## The problem:
Search the data for the string "Midland" and copy each line in which it appears.

## The data:
※

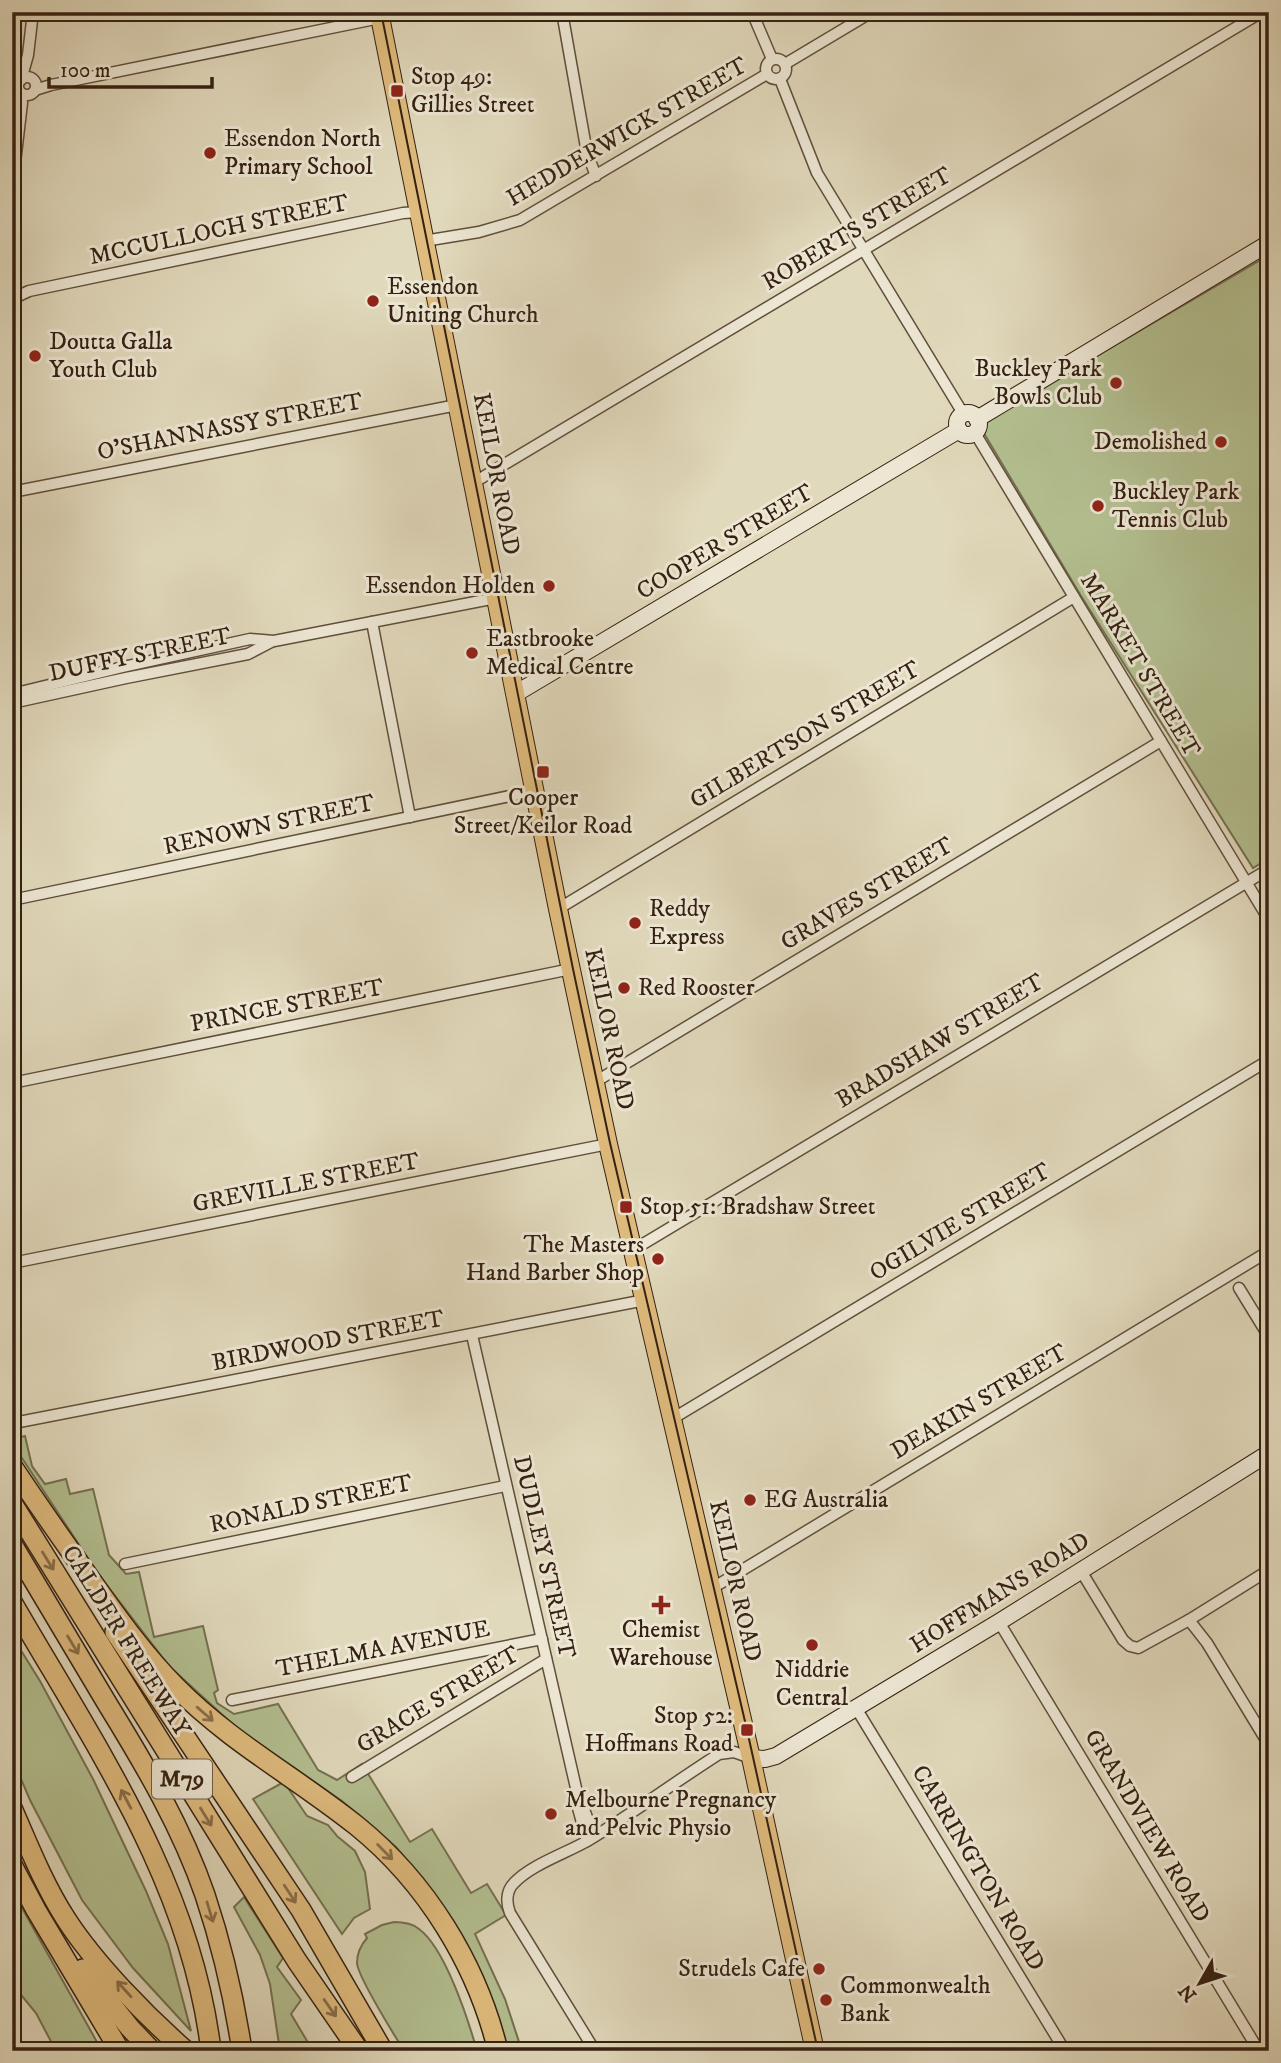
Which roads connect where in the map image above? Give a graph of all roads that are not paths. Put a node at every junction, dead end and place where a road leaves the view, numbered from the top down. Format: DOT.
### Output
graph roads {
  1 [pos="33,12"];
  2 [pos="562,12"];
  3 [pos="752,12"];
  4 [pos="872,12"];
  5 [pos="1262,12"];
  6 [pos="379,15"];
  7 [pos="772,59"];
  8 [pos="785,64"];
  9 [pos="767,74"];
  10 [pos="780,79"];
  11 [pos="29,86"];
  12 [pos="596,176"];
  13 [pos="12,188"];
  14 [pos="419,212"];
  15 [pos="424,241"];
  16 [pos="1269,243"];
  17 [pos="864,249"];
  18 [pos="12,290"];
  19 [pos="29,291"];
  20 [pos="12,299"];
  21 [pos="457,405"];
  22 [pos="969,424"];
  23 [pos="472,481"];
  24 [pos="12,492"];
  25 [pos="1074,597"];
  26 [pos="496,598"];
  27 [pos="372,622"];
  28 [pos="124,672"];
  29 [pos="12,694"];
  30 [pos="515,694"];
  31 [pos="12,703"];
  32 [pos="1161,741"];
  33 [pos="534,791"];
  34 [pos="410,817"];
  35 [pos="1269,869"];
  36 [pos="1246,883"];
  37 [pos="12,900"];
  38 [pos="558,909"];
  39 [pos="1269,920"];
  40 [pos="571,969"];
  41 [pos="1269,1060"];
  42 [pos="595,1082"];
  43 [pos="12,1083"];
  44 [pos="608,1143"];
  45 [pos="633,1250"];
  46 [pos="1269,1251"];
  47 [pos="12,1263"];
  48 [pos="1239,1288"];
  49 [pos="645,1300"];
  50 [pos="472,1335"];
  51 [pos="1269,1337"];
  52 [pos="672,1419"];
  53 [pos="19,1422"];
  54 [pos="1269,1453"];
  55 [pos="12,1466"];
  56 [pos="505,1486"];
  57 [pos="12,1503"];
  58 [pos="40,1508"];
  59 [pos="12,1544"];
  60 [pos="125,1564"];
  61 [pos="1269,1570"];
  62 [pos="1081,1571"];
  63 [pos="711,1588"];
  64 [pos="12,1602"];
  65 [pos="1193,1618"];
  66 [pos="999,1622"];
  67 [pos="542,1639"];
  68 [pos="545,1659"];
  69 [pos="232,1700"];
  70 [pos="856,1708"];
  71 [pos="1269,1745"];
  72 [pos="751,1758"];
  73 [pos="352,1777"];
  74 [pos="576,1788"];
  75 [pos="12,1808"];
  76 [pos="12,1832"];
  77 [pos="598,1834"];
  78 [pos="587,1841"];
  79 [pos="17,1874"];
  80 [pos="66,1920"];
  81 [pos="211,2049"];
  82 [pos="120,2051"];
  83 [pos="152,2051"];
  84 [pos="186,2051"];
  85 [pos="242,2051"];
  86 [pos="359,2051"];
  87 [pos="383,2051"];
  88 [pos="498,2051"];
  89 [pos="595,2051"];
  90 [pos="815,2051"];
  91 [pos="1065,2051"];
  92 [pos="1259,2051"];
  1 -- 11 [label="street"];
  2 -- 12 [label="street"];
  3 -- 7 [label="street"];
  4 -- 8 [label="street, HEDDERWICK STREET"];
  5 -- 17 [label="street, ROBERTS STREET"];
  6 -- 11 [label="street"];
  6 -- 14 [label="main road, KEILOR ROAD"];
  7 -- 8 [label="street"];
  7 -- 9 [label="street"];
  8 -- 10 [label="street"];
  9 -- 10 [label="street"];
  9 -- 12 [label="street, HEDDERWICK STREET"];
  10 -- 17 [label="street, MARKET STREET"];
  11 -- 13 [label="street"];
  12 -- 15 [label="street, HEDDERWICK STREET"];
  14 -- 15 [label="main road, KEILOR ROAD"];
  14 -- 19 [label="street, MCCULLOCH STREET"];
  15 -- 21 [label="main road, KEILOR ROAD"];
  16 -- 22 [label="street, COOPER STREET"];
  17 -- 22 [label="street, MARKET STREET"];
  17 -- 23 [label="street, ROBERTS STREET"];
  18 -- 19 [label="street, MCCULLOCH STREET"];
  19 -- 20 [label="street, MCCULLOCH STREET"];
  21 -- 23 [label="main road, KEILOR ROAD"];
  21 -- 24 [label="street, O'SHANNASSY STREET"];
  22 -- 25 [label="street, MARKET STREET"];
  22 -- 30 [label="street, COOPER STREET"];
  23 -- 26 [label="main road, KEILOR ROAD"];
  25 -- 32 [label="street, MARKET STREET"];
  25 -- 38 [label="street, GILBERTSON STREET"];
  26 -- 27 [label="street, DUFFY STREET"];
  26 -- 30 [label="main road, KEILOR ROAD"];
  27 -- 28 [label="street, DUFFY STREET"];
  27 -- 34 [label="street"];
  28 -- 29 [label="street, DUFFY STREET"];
  28 -- 31 [label="street, DUFFY STREET"];
  30 -- 33 [label="main road, KEILOR ROAD"];
  32 -- 36 [label="street, MARKET STREET"];
  32 -- 42 [label="street, GRAVES STREET"];
  33 -- 34 [label="street, RENOWN STREET"];
  33 -- 38 [label="main road, KEILOR ROAD"];
  34 -- 37 [label="street, RENOWN STREET"];
  35 -- 36 [label="street, BRADSHAW STREET"];
  36 -- 39 [label="street, MARKET STREET"];
  36 -- 45 [label="street, BRADSHAW STREET"];
  38 -- 40 [label="main road, KEILOR ROAD"];
  40 -- 42 [label="main road, KEILOR ROAD"];
  40 -- 43 [label="street, PRINCE STREET"];
  41 -- 52 [label="street, OGILVIE STREET"];
  42 -- 44 [label="main road, KEILOR ROAD"];
  44 -- 45 [label="main road, KEILOR ROAD"];
  44 -- 47 [label="street, GREVILLE STREET"];
  45 -- 49 [label="main road, KEILOR ROAD"];
  46 -- 63 [label="street, DEAKIN STREET"];
  48 -- 51 [label="street"];
  49 -- 50 [label="street, BIRDWOOD STREET"];
  49 -- 52 [label="main road, KEILOR ROAD"];
  50 -- 53 [label="street, BIRDWOOD STREET"];
  50 -- 56 [label="street, DUDLEY STREET"];
  52 -- 63 [label="main road, KEILOR ROAD"];
  54 -- 62 [label="street, HOFFMANS ROAD"];
  55 -- 58 [label="highway"];
  56 -- 60 [label="street, RONALD STREET"];
  56 -- 67 [label="street, DUDLEY STREET"];
  57 -- 86 [label="highway, CALDER FREEWAY / M79, one-way"];
  58 -- 87 [label="highway, one-way"];
  58 -- 88 [label="highway, one-way"];
  59 -- 85 [label="highway, one-way"];
  61 -- 65 [label="street"];
  62 -- 65 [label="street"];
  62 -- 66 [label="street, HOFFMANS ROAD"];
  63 -- 72 [label="main road, KEILOR ROAD"];
  81 -- 64 [label="highway, one-way"];
  65 -- 71 [label="street"];
  66 -- 70 [label="street, HOFFMANS ROAD"];
  66 -- 92 [label="street, GRANDVIEW ROAD"];
  67 -- 68 [label="street, DUDLEY STREET"];
  67 -- 69 [label="street, THELMA AVENUE"];
  68 -- 73 [label="street, GRACE STREET"];
  68 -- 74 [label="street, DUDLEY STREET"];
  70 -- 72 [label="street, HOFFMANS ROAD"];
  70 -- 91 [label="street, CARRINGTON ROAD"];
  72 -- 77 [label="street"];
  72 -- 90 [label="main road, KEILOR ROAD"];
  74 -- 77 [label="street, DUDLEY STREET"];
  74 -- 78 [label="street, DUDLEY STREET"];
  75 -- 80 [label="highway"];
  76 -- 80 [label="highway"];
  77 -- 78 [label="street"];
  78 -- 89 [label="street"];
  79 -- 82 [label="highway"];
  79 -- 83 [label="highway"];
  84 -- 80 [label="highway, one-way"];
}
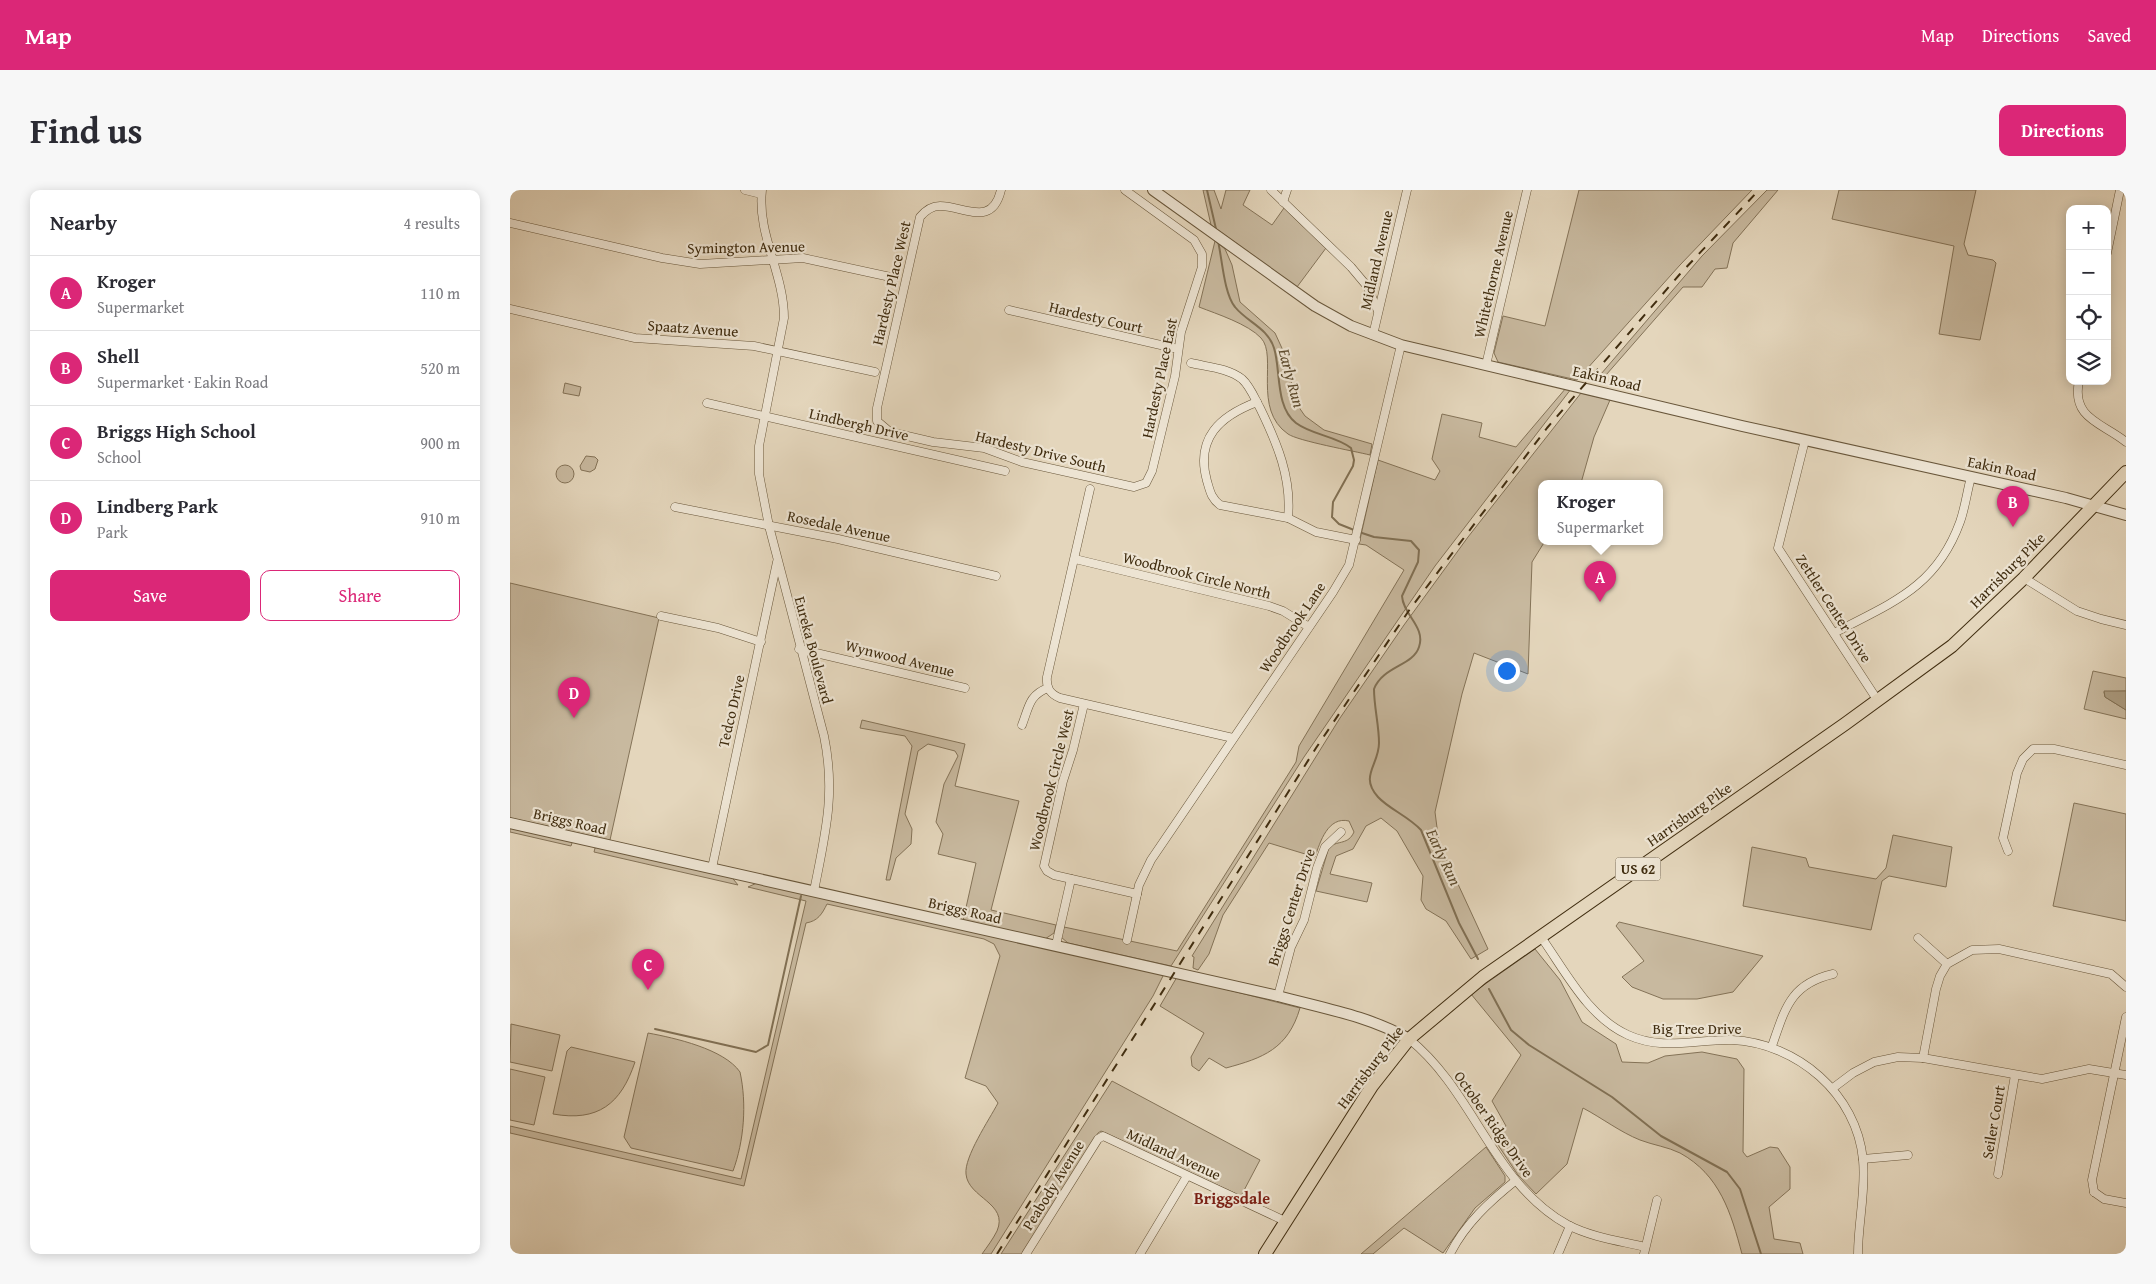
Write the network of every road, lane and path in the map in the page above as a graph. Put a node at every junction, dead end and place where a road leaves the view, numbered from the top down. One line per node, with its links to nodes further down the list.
1 (745, 190): 10 (street)
2 (1001, 190): 30 (street, Hardesty Place West)
3 (1125, 190): 21 (street, Hardesty Place East)
4 (1153, 190): 19 (street, Eakin Road)
5 (1271, 190): 11 (street)
6 (1287, 190): 11 (street)
7 (1407, 190): 18 (street, Midland Avenue)
8 (1526, 190): 24 (street, Whitethorne Avenue)
9 (2120, 190): 13 (street)
10 (762, 192): 14 (street, Eureka Boulevard)
11 (1283, 202): 18 (street)
12 (510, 223): 14 (street, Symington Avenue)
13 (2108, 250)
14 (773, 259): 15 (street, Symington Avenue); 22 (street, Eureka Boulevard)
15 (895, 278)
16 (510, 310): 22 (street, Spaatz Avenue)
17 (1008, 310): 21 (street, Hardesty Court)
18 (1378, 311): 19 (street, Midland Avenue)
19 (1373, 336): 20 (street, Eakin Road)
20 (1401, 346): 24 (street, Eakin Road); 43 (street, Woodbrook Lane)
21 (1178, 350): 36 (street, Hardesty Place East)
22 (778, 351): 25 (street, Spaatz Avenue); 29 (street, Eureka Boulevard)
23 (1191, 363): 27 (street)
24 (1486, 365): 31 (street, Eakin Road)
25 (875, 372)
26 (2079, 385): 32 (street)
27 (1257, 402): 41 (street); 41 (street)
28 (707, 403): 29 (street, Lindbergh Drive)
29 (765, 416): 33 (street, Lindbergh Drive); 42 (street, Eureka Boulevard)
30 (877, 421): 36 (street, Hardesty Drive South)
31 (1805, 440): 35 (street, Eakin Road); 51 (street, Zettler Center Drive)
32 (2126, 442)
33 (1004, 472)
34 (2126, 472): 38 (main road, Harrisburg Pike / US 62)
35 (1971, 477): 38 (street, Eakin Road); 51 (street)
36 (1143, 485)
37 (1090, 489): 45 (street)
38 (2093, 505): 40 (street, Eakin Road); 47 (main road, Harrisburg Pike / US 62)
39 (675, 507): 42 (street, Rosedale Avenue)
40 (2126, 515)
41 (1288, 518): 43 (street)
42 (768, 526): 44 (street, Eureka Boulevard); 46 (street, Rosedale Avenue)
43 (1357, 534): 50 (street, Woodbrook Lane)
44 (777, 560): 52 (street, Tedco Drive); 53 (street, Eureka Boulevard)
45 (1075, 560): 50 (street, Woodbrook Circle North); 55 (street)
46 (996, 576)
47 (2024, 578): 49 (street); 56 (main road, Harrisburg Pike / US 62)
48 (661, 616): 52 (street)
49 (2126, 625)
50 (1309, 626): 59 (street, Woodbrook Lane)
51 (1834, 633): 56 (street, Zettler Center Drive)
52 (761, 642): 64 (street, Tedco Drive)
53 (799, 649): 54 (street, Wynwood Avenue); 66 (street, Eureka Boulevard)
54 (965, 688)
55 (1048, 688): 57 (street, Woodbrook Circle West); 58 (street)
56 (1878, 701): 68 (main road, Harrisburg Pike / US 62)
57 (1084, 704): 59 (street); 65 (street, Woodbrook Circle West)
58 (1022, 725)
59 (1233, 738): 67 (street, Woodbrook Lane)
60 (2126, 765): 63 (street)
61 (510, 823): 64 (street, Briggs Road)
62 (1341, 832): 75 (street, Briggs Center Drive)
63 (2008, 851)
64 (712, 868): 66 (street, Briggs Road)
65 (1071, 879): 67 (street); 71 (street)
66 (814, 891): 71 (street, Briggs Road)
67 (1137, 894): 70 (street, Woodbrook Lane)
68 (1541, 937): 77 (main road, Harrisburg Pike / US 62); 78 (street, Big Tree Drive)
69 (1918, 938): 72 (street)
70 (1127, 940)
71 (1056, 946): 75 (street, Briggs Road)
72 (1947, 964): 74 (street); 79 (street)
73 (1833, 974): 78 (street)
74 (2126, 987)
75 (1278, 996): 77 (street, Briggs Road)
76 (2126, 1017): 80 (street)
77 (1409, 1039): 89 (street, October Ridge Drive); 94 (main road, Harrisburg Pike / US 62)
78 (1772, 1046): 83 (street, Big Tree Drive)
79 (1923, 1058): 82 (street); 83 (street)
80 (2115, 1072): 81 (street); 82 (street); 90 (street)
81 (2126, 1074)
82 (2015, 1076): 87 (street, Seiler Court)
83 (1833, 1088): 86 (street, Big Tree Drive)
84 (1106, 1137): 88 (street, Midland Avenue); 97 (street, Peabody Avenue)
85 (1908, 1155): 86 (street)
86 (1863, 1159): 102 (street, Big Tree Drive)
87 (1998, 1174)
88 (1187, 1176): 94 (street, Midland Avenue); 98 (street)
89 (1515, 1181): 95 (street, October Ridge Drive); 100 (street)
90 (2094, 1192): 91 (street); 93 (street)
91 (2086, 1197)
92 (1657, 1200): 96 (street)
93 (2126, 1203)
94 (1285, 1221): 99 (main road, Harrisburg Pike / US 62)
95 (1570, 1226): 96 (street, October Ridge Drive); 101 (street)
96 (1645, 1250)
97 (1026, 1254)
98 (1140, 1254)
99 (1265, 1254)
100 (1450, 1254)
101 (1558, 1254)
102 (1858, 1254)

※

## Problem solution:
7 (1407, 190): 18 (street, Midland Avenue)
18 (1378, 311): 19 (street, Midland Avenue)
84 (1106, 1137): 88 (street, Midland Avenue); 97 (street, Peabody Avenue)
88 (1187, 1176): 94 (street, Midland Avenue); 98 (street)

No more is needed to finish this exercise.